With the pictures left out, copy the listing below exactly.
***** Input data
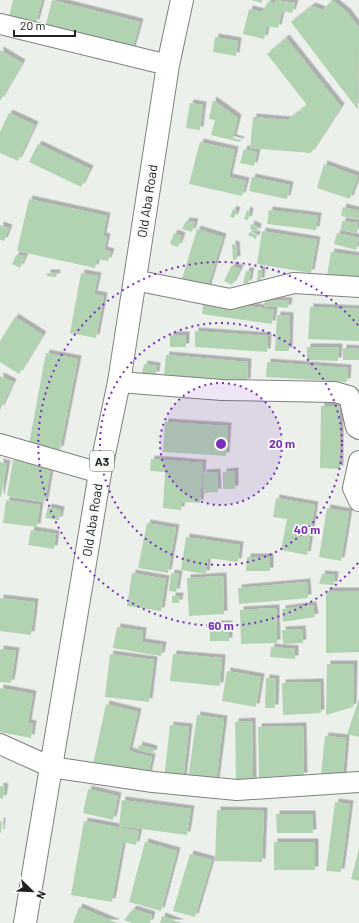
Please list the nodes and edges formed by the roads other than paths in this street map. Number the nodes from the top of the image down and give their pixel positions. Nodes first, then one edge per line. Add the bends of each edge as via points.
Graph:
1 (182, 0) edge
2 (0, 24) edge
3 (168, 65) junction
4 (134, 280) junction
5 (359, 287) edge
6 (119, 382) junction
7 (359, 429) edge
8 (0, 444) edge
9 (359, 461) edge
10 (100, 473) junction
11 (359, 501) edge
12 (0, 744) edge
13 (51, 767) junction
14 (359, 782) edge
15 (25, 923) edge

1 - 3 main road, Old Aba Road / A3
2 - 3 street
3 - 4 main road, Old Aba Road / A3
4 - 5 street via 230,299 294,283
4 - 6 main road, Old Aba Road / A3
6 - 7 street via 222,390 335,392 350,396 356,427
6 - 10 main road, Old Aba Road / A3
8 - 10 street
9 - 11 street via 353,488
10 - 13 main road, Old Aba Road / A3
12 - 13 street
13 - 14 street via 153,782 237,790
13 - 15 main road, Old Aba Road / A3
**********
## Completed exercise:
Please list the nodes and edges formed by the roads other than paths in this street map. Number the nodes from the top of the image down and give their pixel positions. Nodes first, then one edge per line. Add the bends of each edge as via points.
Graph:
1 (182, 0) edge
2 (0, 24) edge
3 (168, 65) junction
4 (134, 280) junction
5 (359, 287) edge
6 (119, 382) junction
7 (359, 429) edge
8 (0, 444) edge
9 (359, 461) edge
10 (100, 473) junction
11 (359, 501) edge
12 (0, 744) edge
13 (51, 767) junction
14 (359, 782) edge
15 (25, 923) edge

1 - 3 main road, Old Aba Road / A3
2 - 3 street
3 - 4 main road, Old Aba Road / A3
4 - 5 street via 230,299 294,283
4 - 6 main road, Old Aba Road / A3
6 - 7 street via 222,390 335,392 350,396 356,427
6 - 10 main road, Old Aba Road / A3
8 - 10 street
9 - 11 street via 353,488
10 - 13 main road, Old Aba Road / A3
12 - 13 street
13 - 14 street via 153,782 237,790
13 - 15 main road, Old Aba Road / A3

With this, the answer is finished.